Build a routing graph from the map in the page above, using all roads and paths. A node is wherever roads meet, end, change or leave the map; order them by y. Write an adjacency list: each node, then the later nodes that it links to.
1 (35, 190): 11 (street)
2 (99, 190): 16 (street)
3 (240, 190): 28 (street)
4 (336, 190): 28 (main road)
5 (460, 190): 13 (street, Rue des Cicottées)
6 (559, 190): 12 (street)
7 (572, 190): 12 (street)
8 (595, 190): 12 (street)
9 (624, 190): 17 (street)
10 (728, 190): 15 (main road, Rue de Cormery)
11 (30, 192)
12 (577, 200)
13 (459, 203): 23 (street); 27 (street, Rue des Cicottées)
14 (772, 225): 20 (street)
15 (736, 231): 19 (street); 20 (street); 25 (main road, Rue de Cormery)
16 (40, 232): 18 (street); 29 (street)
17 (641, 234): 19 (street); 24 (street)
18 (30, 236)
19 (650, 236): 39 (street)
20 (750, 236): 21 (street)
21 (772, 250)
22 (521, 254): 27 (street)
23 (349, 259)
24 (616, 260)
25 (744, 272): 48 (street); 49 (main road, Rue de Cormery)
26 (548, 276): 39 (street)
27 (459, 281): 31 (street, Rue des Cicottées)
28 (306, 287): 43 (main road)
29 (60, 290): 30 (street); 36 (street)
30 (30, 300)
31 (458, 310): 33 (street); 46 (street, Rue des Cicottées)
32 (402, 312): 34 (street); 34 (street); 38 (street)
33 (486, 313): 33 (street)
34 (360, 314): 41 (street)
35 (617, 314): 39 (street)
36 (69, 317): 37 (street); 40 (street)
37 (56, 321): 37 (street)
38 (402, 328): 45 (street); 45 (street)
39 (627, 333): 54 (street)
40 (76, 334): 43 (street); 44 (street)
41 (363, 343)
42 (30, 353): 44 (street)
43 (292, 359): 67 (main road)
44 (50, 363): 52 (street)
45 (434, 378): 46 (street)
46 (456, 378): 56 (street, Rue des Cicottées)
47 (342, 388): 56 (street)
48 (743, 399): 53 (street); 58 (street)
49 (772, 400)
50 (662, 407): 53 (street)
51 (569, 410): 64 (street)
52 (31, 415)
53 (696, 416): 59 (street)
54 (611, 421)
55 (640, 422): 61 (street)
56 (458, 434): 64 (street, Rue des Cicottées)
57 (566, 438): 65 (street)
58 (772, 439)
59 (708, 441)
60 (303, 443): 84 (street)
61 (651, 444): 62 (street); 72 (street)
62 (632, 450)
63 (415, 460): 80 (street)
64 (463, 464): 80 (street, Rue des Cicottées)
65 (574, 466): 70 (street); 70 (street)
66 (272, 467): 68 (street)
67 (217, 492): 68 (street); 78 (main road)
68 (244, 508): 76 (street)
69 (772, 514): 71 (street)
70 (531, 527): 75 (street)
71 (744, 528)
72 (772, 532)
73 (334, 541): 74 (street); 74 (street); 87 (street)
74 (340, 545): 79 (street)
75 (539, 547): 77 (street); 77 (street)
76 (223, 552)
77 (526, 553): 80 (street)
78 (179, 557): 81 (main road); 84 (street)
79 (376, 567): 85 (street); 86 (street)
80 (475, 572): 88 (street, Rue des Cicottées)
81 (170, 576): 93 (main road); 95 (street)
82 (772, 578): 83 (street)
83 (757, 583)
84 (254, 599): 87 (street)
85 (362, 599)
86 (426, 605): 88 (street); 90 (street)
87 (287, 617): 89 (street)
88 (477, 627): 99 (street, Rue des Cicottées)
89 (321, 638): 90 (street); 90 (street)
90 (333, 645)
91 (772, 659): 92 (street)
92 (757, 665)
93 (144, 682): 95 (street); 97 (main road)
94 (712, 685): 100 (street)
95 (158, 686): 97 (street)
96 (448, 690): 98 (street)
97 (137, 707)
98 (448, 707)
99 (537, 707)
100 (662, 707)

● Your task
Each line of the data is to be written out again exactly.

● Solved exercise
Build a routing graph from the map in the page above, using all roads and paths. A node is wherever roads meet, end, change or leave the map; order them by y. Write an adjacency list: each node, then the later nodes that it links to.
1 (35, 190): 11 (street)
2 (99, 190): 16 (street)
3 (240, 190): 28 (street)
4 (336, 190): 28 (main road)
5 (460, 190): 13 (street, Rue des Cicottées)
6 (559, 190): 12 (street)
7 (572, 190): 12 (street)
8 (595, 190): 12 (street)
9 (624, 190): 17 (street)
10 (728, 190): 15 (main road, Rue de Cormery)
11 (30, 192)
12 (577, 200)
13 (459, 203): 23 (street); 27 (street, Rue des Cicottées)
14 (772, 225): 20 (street)
15 (736, 231): 19 (street); 20 (street); 25 (main road, Rue de Cormery)
16 (40, 232): 18 (street); 29 (street)
17 (641, 234): 19 (street); 24 (street)
18 (30, 236)
19 (650, 236): 39 (street)
20 (750, 236): 21 (street)
21 (772, 250)
22 (521, 254): 27 (street)
23 (349, 259)
24 (616, 260)
25 (744, 272): 48 (street); 49 (main road, Rue de Cormery)
26 (548, 276): 39 (street)
27 (459, 281): 31 (street, Rue des Cicottées)
28 (306, 287): 43 (main road)
29 (60, 290): 30 (street); 36 (street)
30 (30, 300)
31 (458, 310): 33 (street); 46 (street, Rue des Cicottées)
32 (402, 312): 34 (street); 34 (street); 38 (street)
33 (486, 313): 33 (street)
34 (360, 314): 41 (street)
35 (617, 314): 39 (street)
36 (69, 317): 37 (street); 40 (street)
37 (56, 321): 37 (street)
38 (402, 328): 45 (street); 45 (street)
39 (627, 333): 54 (street)
40 (76, 334): 43 (street); 44 (street)
41 (363, 343)
42 (30, 353): 44 (street)
43 (292, 359): 67 (main road)
44 (50, 363): 52 (street)
45 (434, 378): 46 (street)
46 (456, 378): 56 (street, Rue des Cicottées)
47 (342, 388): 56 (street)
48 (743, 399): 53 (street); 58 (street)
49 (772, 400)
50 (662, 407): 53 (street)
51 (569, 410): 64 (street)
52 (31, 415)
53 (696, 416): 59 (street)
54 (611, 421)
55 (640, 422): 61 (street)
56 (458, 434): 64 (street, Rue des Cicottées)
57 (566, 438): 65 (street)
58 (772, 439)
59 (708, 441)
60 (303, 443): 84 (street)
61 (651, 444): 62 (street); 72 (street)
62 (632, 450)
63 (415, 460): 80 (street)
64 (463, 464): 80 (street, Rue des Cicottées)
65 (574, 466): 70 (street); 70 (street)
66 (272, 467): 68 (street)
67 (217, 492): 68 (street); 78 (main road)
68 (244, 508): 76 (street)
69 (772, 514): 71 (street)
70 (531, 527): 75 (street)
71 (744, 528)
72 (772, 532)
73 (334, 541): 74 (street); 74 (street); 87 (street)
74 (340, 545): 79 (street)
75 (539, 547): 77 (street); 77 (street)
76 (223, 552)
77 (526, 553): 80 (street)
78 (179, 557): 81 (main road); 84 (street)
79 (376, 567): 85 (street); 86 (street)
80 (475, 572): 88 (street, Rue des Cicottées)
81 (170, 576): 93 (main road); 95 (street)
82 (772, 578): 83 (street)
83 (757, 583)
84 (254, 599): 87 (street)
85 (362, 599)
86 (426, 605): 88 (street); 90 (street)
87 (287, 617): 89 (street)
88 (477, 627): 99 (street, Rue des Cicottées)
89 (321, 638): 90 (street); 90 (street)
90 (333, 645)
91 (772, 659): 92 (street)
92 (757, 665)
93 (144, 682): 95 (street); 97 (main road)
94 (712, 685): 100 (street)
95 (158, 686): 97 (street)
96 (448, 690): 98 (street)
97 (137, 707)
98 (448, 707)
99 (537, 707)
100 (662, 707)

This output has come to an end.